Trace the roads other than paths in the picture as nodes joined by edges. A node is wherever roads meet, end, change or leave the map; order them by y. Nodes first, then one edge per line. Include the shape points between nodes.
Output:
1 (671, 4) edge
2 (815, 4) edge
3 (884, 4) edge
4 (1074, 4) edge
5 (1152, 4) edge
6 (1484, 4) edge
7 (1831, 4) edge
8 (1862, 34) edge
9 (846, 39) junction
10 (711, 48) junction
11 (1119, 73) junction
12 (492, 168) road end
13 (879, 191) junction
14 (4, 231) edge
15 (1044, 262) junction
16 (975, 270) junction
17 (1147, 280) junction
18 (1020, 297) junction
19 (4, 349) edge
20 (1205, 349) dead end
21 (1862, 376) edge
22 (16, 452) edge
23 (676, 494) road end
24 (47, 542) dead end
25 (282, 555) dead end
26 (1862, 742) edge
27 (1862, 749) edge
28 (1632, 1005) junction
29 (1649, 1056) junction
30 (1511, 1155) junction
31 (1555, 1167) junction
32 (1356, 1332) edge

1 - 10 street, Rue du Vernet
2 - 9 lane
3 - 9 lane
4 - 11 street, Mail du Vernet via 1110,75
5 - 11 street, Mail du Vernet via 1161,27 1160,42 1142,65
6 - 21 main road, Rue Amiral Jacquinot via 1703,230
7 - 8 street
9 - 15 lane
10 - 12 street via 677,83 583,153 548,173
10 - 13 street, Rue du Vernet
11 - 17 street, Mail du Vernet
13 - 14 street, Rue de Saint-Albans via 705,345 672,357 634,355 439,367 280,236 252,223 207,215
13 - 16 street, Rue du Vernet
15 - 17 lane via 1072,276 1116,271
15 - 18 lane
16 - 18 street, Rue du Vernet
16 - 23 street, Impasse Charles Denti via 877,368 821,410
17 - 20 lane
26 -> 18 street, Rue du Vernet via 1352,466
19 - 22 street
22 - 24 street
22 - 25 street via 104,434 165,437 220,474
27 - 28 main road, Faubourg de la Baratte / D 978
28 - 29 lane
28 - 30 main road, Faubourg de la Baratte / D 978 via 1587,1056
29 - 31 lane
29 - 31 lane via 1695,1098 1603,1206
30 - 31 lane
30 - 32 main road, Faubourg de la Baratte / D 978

**Work item:** Would you reproduce the material above in full, exactly as given?

**Written answer:**
Trace the roads other than paths in the picture as nodes joined by edges. A node is wherever roads meet, end, change or leave the map; order them by y. Nodes first, then one edge per line. Include the shape points between nodes.
Output:
1 (671, 4) edge
2 (815, 4) edge
3 (884, 4) edge
4 (1074, 4) edge
5 (1152, 4) edge
6 (1484, 4) edge
7 (1831, 4) edge
8 (1862, 34) edge
9 (846, 39) junction
10 (711, 48) junction
11 (1119, 73) junction
12 (492, 168) road end
13 (879, 191) junction
14 (4, 231) edge
15 (1044, 262) junction
16 (975, 270) junction
17 (1147, 280) junction
18 (1020, 297) junction
19 (4, 349) edge
20 (1205, 349) dead end
21 (1862, 376) edge
22 (16, 452) edge
23 (676, 494) road end
24 (47, 542) dead end
25 (282, 555) dead end
26 (1862, 742) edge
27 (1862, 749) edge
28 (1632, 1005) junction
29 (1649, 1056) junction
30 (1511, 1155) junction
31 (1555, 1167) junction
32 (1356, 1332) edge

1 - 10 street, Rue du Vernet
2 - 9 lane
3 - 9 lane
4 - 11 street, Mail du Vernet via 1110,75
5 - 11 street, Mail du Vernet via 1161,27 1160,42 1142,65
6 - 21 main road, Rue Amiral Jacquinot via 1703,230
7 - 8 street
9 - 15 lane
10 - 12 street via 677,83 583,153 548,173
10 - 13 street, Rue du Vernet
11 - 17 street, Mail du Vernet
13 - 14 street, Rue de Saint-Albans via 705,345 672,357 634,355 439,367 280,236 252,223 207,215
13 - 16 street, Rue du Vernet
15 - 17 lane via 1072,276 1116,271
15 - 18 lane
16 - 18 street, Rue du Vernet
16 - 23 street, Impasse Charles Denti via 877,368 821,410
17 - 20 lane
26 -> 18 street, Rue du Vernet via 1352,466
19 - 22 street
22 - 24 street
22 - 25 street via 104,434 165,437 220,474
27 - 28 main road, Faubourg de la Baratte / D 978
28 - 29 lane
28 - 30 main road, Faubourg de la Baratte / D 978 via 1587,1056
29 - 31 lane
29 - 31 lane via 1695,1098 1603,1206
30 - 31 lane
30 - 32 main road, Faubourg de la Baratte / D 978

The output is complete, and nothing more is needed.